Fri, 18 Aug 2000

Do not bet on it!

By Robin Rhee

SEOUL: "There's a sucker born every minute," said showman and circus owner P.T. Barnum. There seems to be a lot of homespun wisdom in those words because the allure of "pie in the sky," striking it lucky or rich and riding the "gravy train" without the investment of any sweat equity makes an amazing number of people take some mighty stupid risks.

Have you ever bought a pig in a poke -- a pig in a sack, sight unseen? Probably not literally, but if you have ever invested in something you know little or nothing about, you have bought a pig in a poke in the vernacular.

Some examples of such "get rich quick" schemes which dangle the bait that they can make your "ship come in," and lead you to the pot of gold at the end of the rainbow, are junk bonds, penny stocks, mining and oil speculation, bogus fly-by-night investment and real estate companies and pyramid schemes.

Because people want to believe that easy street is just around the corner, slick brochures, smooth talking charlatans and extravagant office suites can provide the desired aura of assurance that everything is above board and on the up and up.

They fork over their hard earned money without any reservations, in total disregard of the absurd, outrageous and obviously fraudulent returns promised on their "investments." By the time that their suspicions are aroused, or they simply have second thoughts about what they have done, the posh offices are empty and the doors are locked.

There is the heart of a gambler in most of us.

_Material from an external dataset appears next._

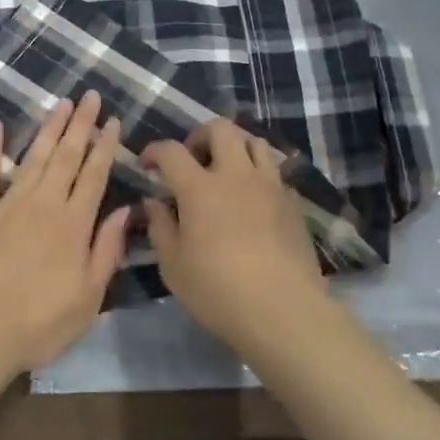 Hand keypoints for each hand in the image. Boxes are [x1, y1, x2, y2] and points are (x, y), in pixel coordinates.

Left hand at [0, 91, 131, 376]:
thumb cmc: (40, 324)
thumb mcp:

How many times do we answer a question by saying, "You want to bet?" Or we may say, "I'd bet my life on it;" "It's an odds on favorite." For the most part, these are simply trite replies, yet we do buy lotto, sweepstake and raffle tickets, bet on horse races, join office pools when team championships are imminent, feed money into slot machines, visit gambling casinos (Korean high rollers choose Las Vegas) or just play cards for money with our friends to make the game more "interesting." The game of choice in Korea, for both friendly bets and serious gambling is "Go-Stop."

The danger is always present that when we think we've hit a lucky streak, or feel that Lady Luck is finally in our corner, we'll put all of our eggs in one basket, throw discretion and good sense to the wind and "bet the farm" -- or the apartment, car, kids' college fund or the retirement fund. It's a fast, certain way to go broke while trying to get rich.

Some would counter that life is a gamble, and they would be right. Couples take a huge gamble when they decide to get married. Entrepreneurs borrow up to their necks to launch businesses that may fail. But at least these are fairly reasonable gambles -- nothing ventured, nothing gained -- with the chances of success, based on hard work and commitment, tilted heavily in their favor.

The reckless gambler though will chance passing a car on a two lane highway while rounding a blind curve, or take up day trading on the internet -- only investing in high risk stocks -- in hopes he'll never have to do a real day's work again.

Korean college students learned a hard lesson recently when they risked their tuition money and took out bank loans to invest in the stock market just before it took a nose dive.

The practice of spreading money envelopes around in Korea is another form of gambling; donors are banking that when they call in these "markers" in the future they will receive political support, special favors, preferential treatment or prestigious appointments.

Perhaps the riskiest gamble of all is co-signing substantial loans for friends, family members and even passing acquaintances -- a practice which most Koreans say they can't refuse. If an individual absconds with the money, loses his job or for other reasons cannot or will not repay the loan, the co-signer is left holding the bag. All of society's crooks gamble that they will never be caught and held responsible for their crimes.

Society gives out mixed advice, however. On the one hand it advises never to bet more than you can afford to lose, a middle of the road, sensible caveat and that a bird in the hand is worth two in the bush.

Some newspapers condemn gambling on their editorial pages, but print racing tips on the sports pages. Some religious groups consider gambling in any form to be a sin, while other religions raise money by hosting Bingo games and selling raffle tickets for expensive prizes.

Even department stores, especially during sales season, encourage patrons to spend more than they ordinarily would, or can reasonably afford, to receive the bonus entry coupons for their grand prize drawings. After all, someone has to win and the greater the number of coupons that bear your name the better the odds it could be you.

Gambling is in fact stealing -- by mutual consent. If a deal, an opportunity, or an investment seems too good to be true, it probably is. Horses are the smart ones. They don't bet on humans.

The writer is a member of the Kim Dae-jung Peace Foundation.